:: PROBLEM REQUIREMENTS ::
Look through the entries below and report how many lines hold the string "Meadow". Only the number is wanted.

:: INFORMATION GIVEN ::
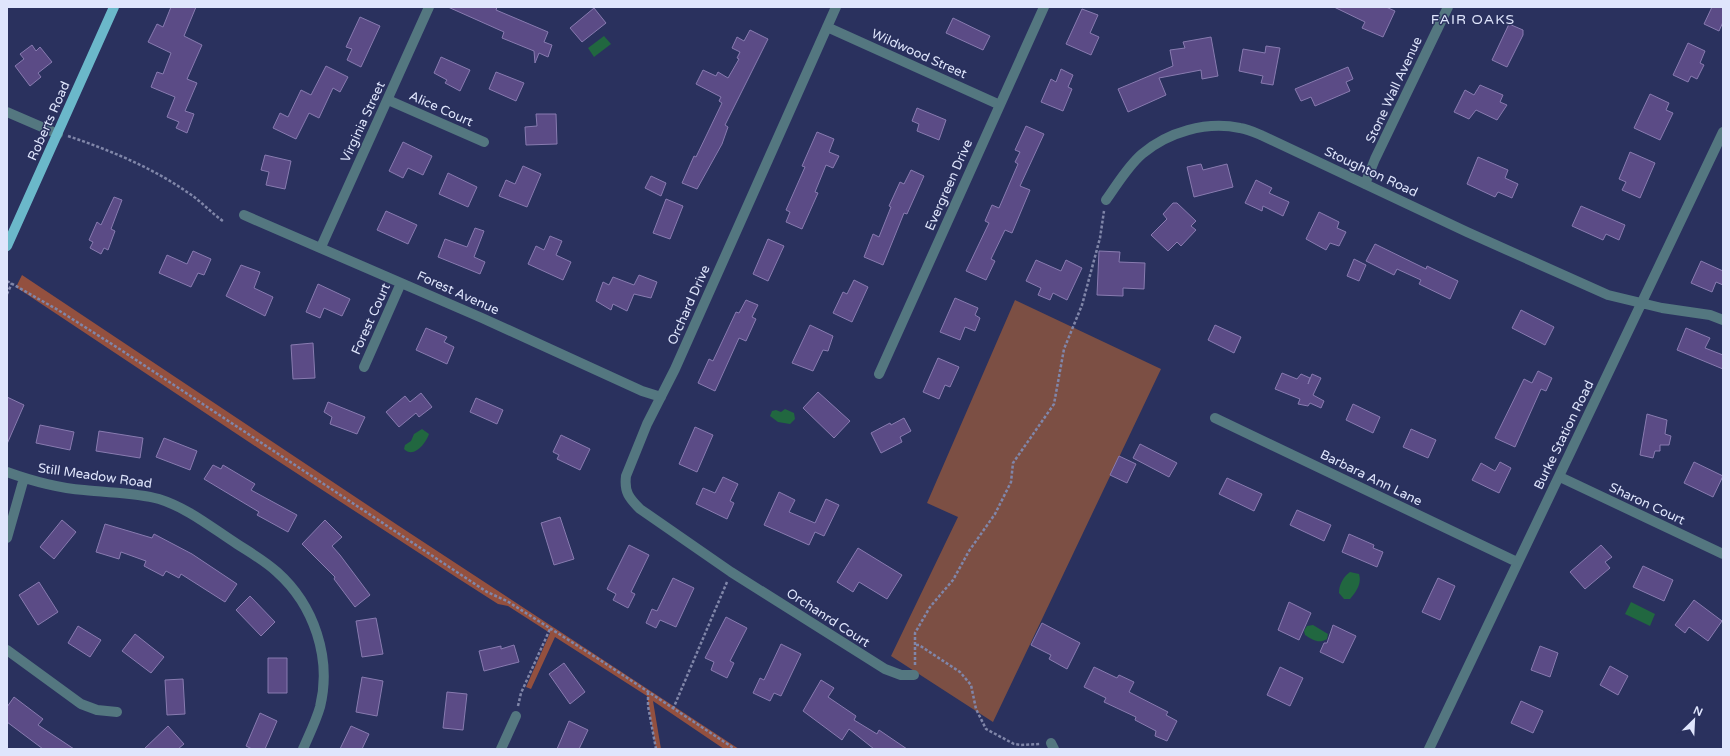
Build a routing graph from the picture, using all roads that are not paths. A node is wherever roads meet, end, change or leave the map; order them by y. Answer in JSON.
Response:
{"nodes":[{"id":1,"x":114,"y":7,"type":"edge"},
{"id":2,"x":429,"y":7,"type":"edge"},
{"id":3,"x":836,"y":7,"type":"edge"},
{"id":4,"x":1044,"y":7,"type":"edge"},
{"id":5,"x":1448,"y":7,"type":"edge"},
{"id":6,"x":827,"y":27,"type":"junction"},
{"id":7,"x":388,"y":100,"type":"junction"},
{"id":8,"x":1000,"y":105,"type":"junction"},
{"id":9,"x":7,"y":112,"type":"edge"},
{"id":10,"x":1723,"y":132,"type":"edge"},
{"id":11,"x":61,"y":134,"type":"junction"},
{"id":12,"x":484,"y":142,"type":"dead end"},
{"id":13,"x":1365,"y":184,"type":"junction"},
{"id":14,"x":1106,"y":200,"type":"road end"},
{"id":15,"x":244,"y":215,"type":"dead end"},
{"id":16,"x":7,"y":246,"type":"edge"},
{"id":17,"x":321,"y":247,"type":"junction"},
{"id":18,"x":401,"y":283,"type":"junction"},
{"id":19,"x":1641,"y":303,"type":"junction"},
{"id":20,"x":1723,"y":320,"type":"edge"},
{"id":21,"x":364,"y":367,"type":"dead end"},
{"id":22,"x":879,"y":374,"type":"dead end"},
{"id":23,"x":661,"y":397,"type":"junction"},
{"id":24,"x":1215,"y":418,"type":"dead end"},
{"id":25,"x":7,"y":472,"type":"edge"},
{"id":26,"x":1560,"y":477,"type":"junction"},
{"id":27,"x":24,"y":478,"type":"junction"},
{"id":28,"x":7,"y":538,"type":"edge"},
{"id":29,"x":1723,"y":554,"type":"edge"},
{"id":30,"x":1517,"y":562,"type":"junction"},
{"id":31,"x":731,"y":572,"type":"joint"},
{"id":32,"x":7,"y":650,"type":"edge"},
{"id":33,"x":914,"y":675,"type":"road end"},
{"id":34,"x":118,"y":712,"type":"dead end"},
{"id":35,"x":516,"y":716,"type":"road end"},
{"id":36,"x":303,"y":749,"type":"edge"},
{"id":37,"x":501,"y":749,"type":"edge"},
{"id":38,"x":1429,"y":749,"type":"edge"}],
"edges":[{"from":1,"to":11,"type":"main road","name":"Roberts Road"},
{"from":2,"to":7,"type":"street","name":"Virginia Street"},
{"from":3,"to":6,"type":"street","name":"Orchard Drive"},
{"from":4,"to":8,"type":"street","name":"Evergreen Drive"},
{"from":5,"to":13,"type":"street","name":"Stone Wall Avenue"},
{"from":6,"to":8,"type":"street","name":"Wildwood Street"},
{"from":6,"to":23,"type":"street","name":"Orchard Drive"},
{"from":7,"to":12,"type":"street","name":"Alice Court"},
{"from":7,"to":17,"type":"street","name":"Virginia Street"},
{"from":8,"to":22,"type":"street","name":"Evergreen Drive"},
{"from":9,"to":11,"type":"street"},
{"from":10,"to":19,"type":"street","name":"Burke Station Road"},
{"from":11,"to":16,"type":"main road","name":"Roberts Road"},
{"from":13,"to":14,"type":"street","name":"Stoughton Road"},
{"from":13,"to":19,"type":"street","name":"Stoughton Road"},
{"from":15,"to":17,"type":"street","name":"Forest Avenue"},
{"from":17,"to":18,"type":"street","name":"Forest Avenue"},
{"from":18,"to":21,"type":"street","name":"Forest Court"},
{"from":18,"to":23,"type":"street","name":"Forest Avenue"},
{"from":19,"to":20,"type":"street","name":"Stoughton Road"},
{"from":19,"to":26,"type":"street","name":"Burke Station Road"},
{"from":23,"to":31,"type":"street","name":"Orchard Drive"},
{"from":24,"to":30,"type":"street","name":"Barbara Ann Lane"},
{"from":25,"to":27,"type":"street","name":"Still Meadow Road"},
{"from":26,"to":29,"type":"street","name":"Sharon Court"},
{"from":26,"to":30,"type":"street","name":"Burke Station Road"},
{"from":27,"to":28,"type":"street"},
{"from":27,"to":36,"type":"street","name":"Still Meadow Road"},
{"from":30,"to":38,"type":"street","name":"Burke Station Road"},
{"from":31,"to":33,"type":"street","name":"Orchanrd Court"},
{"from":32,"to":34,"type":"street"},
{"from":35,"to":37,"type":"street"}]}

:: EXERCISE OUTPUT ::
2